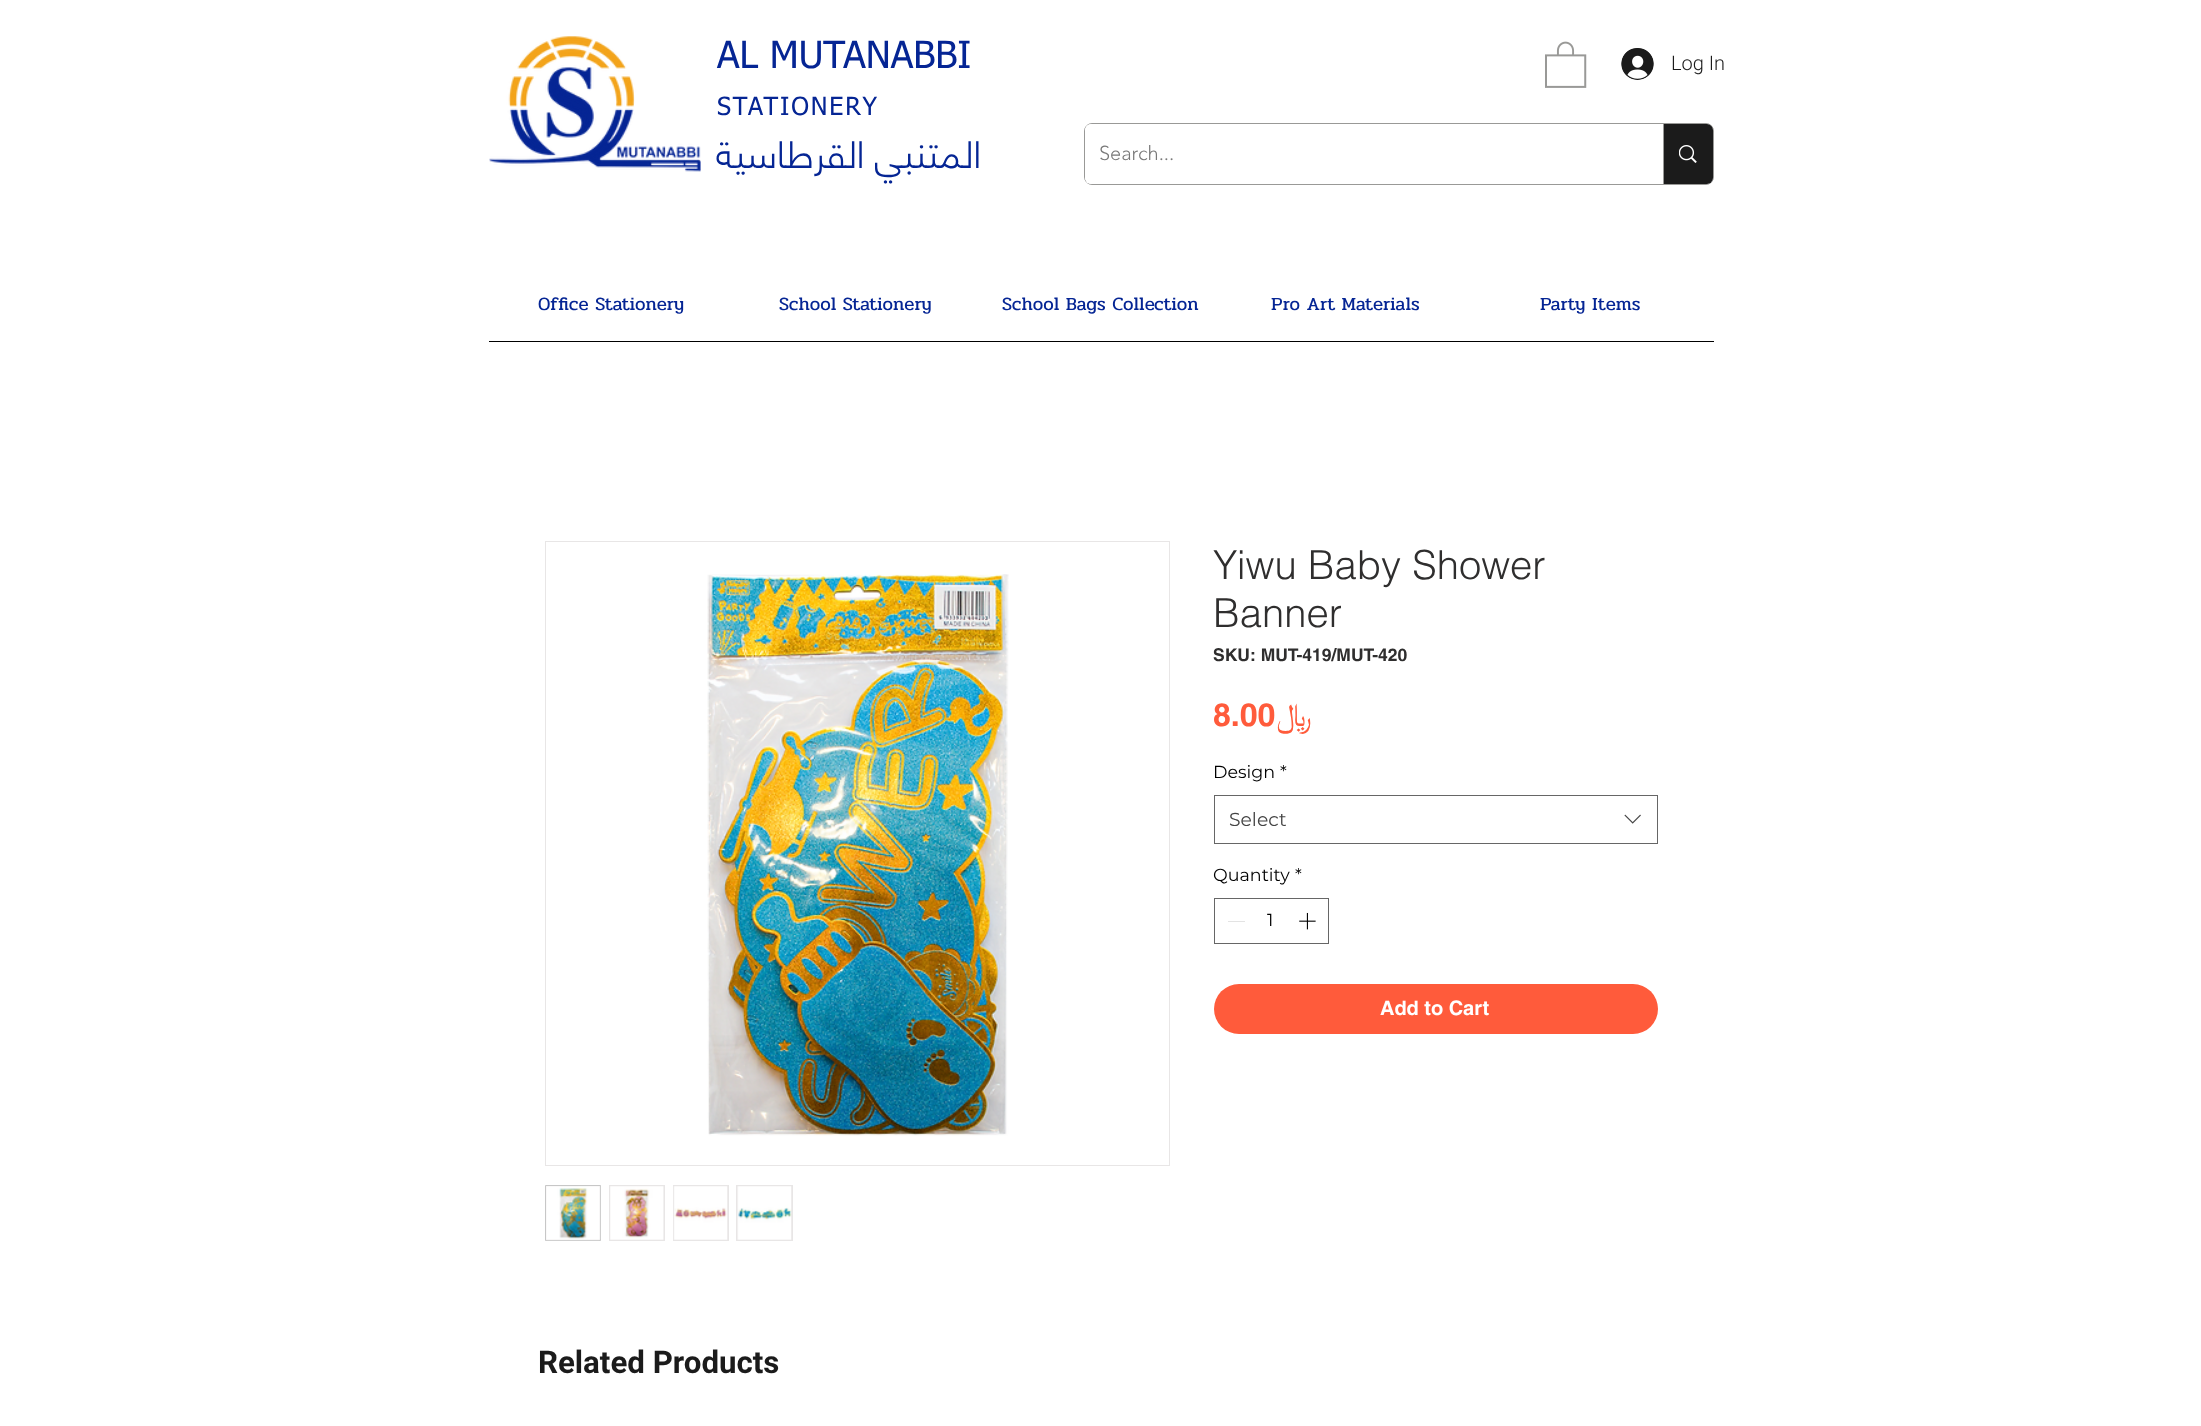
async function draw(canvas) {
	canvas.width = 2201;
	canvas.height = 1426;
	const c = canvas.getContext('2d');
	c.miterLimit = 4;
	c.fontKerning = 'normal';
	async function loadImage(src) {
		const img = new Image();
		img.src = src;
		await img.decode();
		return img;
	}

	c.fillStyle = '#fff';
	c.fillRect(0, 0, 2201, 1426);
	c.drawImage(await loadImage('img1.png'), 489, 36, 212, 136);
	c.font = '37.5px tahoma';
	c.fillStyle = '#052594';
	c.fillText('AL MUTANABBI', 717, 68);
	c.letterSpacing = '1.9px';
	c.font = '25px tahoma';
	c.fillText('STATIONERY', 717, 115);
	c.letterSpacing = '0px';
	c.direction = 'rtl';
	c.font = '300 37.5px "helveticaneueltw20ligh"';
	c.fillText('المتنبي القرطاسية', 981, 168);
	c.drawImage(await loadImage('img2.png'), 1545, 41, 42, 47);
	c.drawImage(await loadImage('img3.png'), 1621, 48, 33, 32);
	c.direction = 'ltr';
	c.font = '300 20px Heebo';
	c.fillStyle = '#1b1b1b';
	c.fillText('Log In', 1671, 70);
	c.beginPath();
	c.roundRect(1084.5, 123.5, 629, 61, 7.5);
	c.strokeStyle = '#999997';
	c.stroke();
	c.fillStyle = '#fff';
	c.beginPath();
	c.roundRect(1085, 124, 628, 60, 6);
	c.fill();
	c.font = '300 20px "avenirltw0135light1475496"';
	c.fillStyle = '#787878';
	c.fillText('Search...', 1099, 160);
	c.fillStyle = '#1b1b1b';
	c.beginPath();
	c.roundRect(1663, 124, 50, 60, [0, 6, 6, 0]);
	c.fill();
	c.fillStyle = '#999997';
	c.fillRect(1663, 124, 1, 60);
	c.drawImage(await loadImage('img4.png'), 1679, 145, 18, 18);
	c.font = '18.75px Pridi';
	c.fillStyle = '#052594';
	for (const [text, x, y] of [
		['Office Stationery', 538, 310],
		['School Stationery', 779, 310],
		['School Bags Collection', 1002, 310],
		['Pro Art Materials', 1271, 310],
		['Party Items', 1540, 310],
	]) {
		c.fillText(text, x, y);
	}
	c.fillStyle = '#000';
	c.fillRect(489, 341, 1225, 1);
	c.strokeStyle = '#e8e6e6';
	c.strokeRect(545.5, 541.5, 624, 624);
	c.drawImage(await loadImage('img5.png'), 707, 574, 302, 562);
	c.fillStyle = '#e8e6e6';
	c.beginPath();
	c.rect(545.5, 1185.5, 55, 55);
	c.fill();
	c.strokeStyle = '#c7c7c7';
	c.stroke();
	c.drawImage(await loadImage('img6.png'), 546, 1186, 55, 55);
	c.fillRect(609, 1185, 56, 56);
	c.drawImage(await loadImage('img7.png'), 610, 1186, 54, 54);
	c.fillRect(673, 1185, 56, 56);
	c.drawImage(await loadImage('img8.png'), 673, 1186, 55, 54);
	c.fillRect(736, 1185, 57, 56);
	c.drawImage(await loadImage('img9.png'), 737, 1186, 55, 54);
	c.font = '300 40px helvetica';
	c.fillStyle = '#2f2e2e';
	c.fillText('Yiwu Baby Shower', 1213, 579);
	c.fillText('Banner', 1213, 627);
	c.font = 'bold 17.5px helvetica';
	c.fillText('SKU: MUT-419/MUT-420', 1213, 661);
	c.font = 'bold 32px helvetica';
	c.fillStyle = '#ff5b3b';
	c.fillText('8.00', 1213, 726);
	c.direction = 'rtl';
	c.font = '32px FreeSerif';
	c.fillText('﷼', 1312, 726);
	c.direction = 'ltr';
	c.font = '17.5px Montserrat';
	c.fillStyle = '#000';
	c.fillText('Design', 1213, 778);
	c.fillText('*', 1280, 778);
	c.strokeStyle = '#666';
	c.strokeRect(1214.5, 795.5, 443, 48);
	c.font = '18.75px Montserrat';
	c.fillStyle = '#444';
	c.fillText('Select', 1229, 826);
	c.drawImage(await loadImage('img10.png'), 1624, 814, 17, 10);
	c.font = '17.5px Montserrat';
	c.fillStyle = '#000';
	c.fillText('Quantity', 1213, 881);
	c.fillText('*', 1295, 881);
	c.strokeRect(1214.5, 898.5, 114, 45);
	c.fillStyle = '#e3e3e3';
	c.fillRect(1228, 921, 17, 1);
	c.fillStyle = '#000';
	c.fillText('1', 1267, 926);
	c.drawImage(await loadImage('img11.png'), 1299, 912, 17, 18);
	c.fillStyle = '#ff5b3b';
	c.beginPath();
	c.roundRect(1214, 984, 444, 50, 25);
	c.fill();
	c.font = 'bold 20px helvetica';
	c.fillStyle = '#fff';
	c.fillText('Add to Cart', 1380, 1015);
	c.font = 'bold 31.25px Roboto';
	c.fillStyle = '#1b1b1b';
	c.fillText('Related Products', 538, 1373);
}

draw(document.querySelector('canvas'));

....

> [Your goal]
Reproduce the listing above exactly from the line containing "c.fillText('Related Products', 538, 1373);" through its last line, with both of those lines included.

> [Solution for this problem]
	c.fillText('Related Products', 538, 1373);
}

draw(document.querySelector('canvas'));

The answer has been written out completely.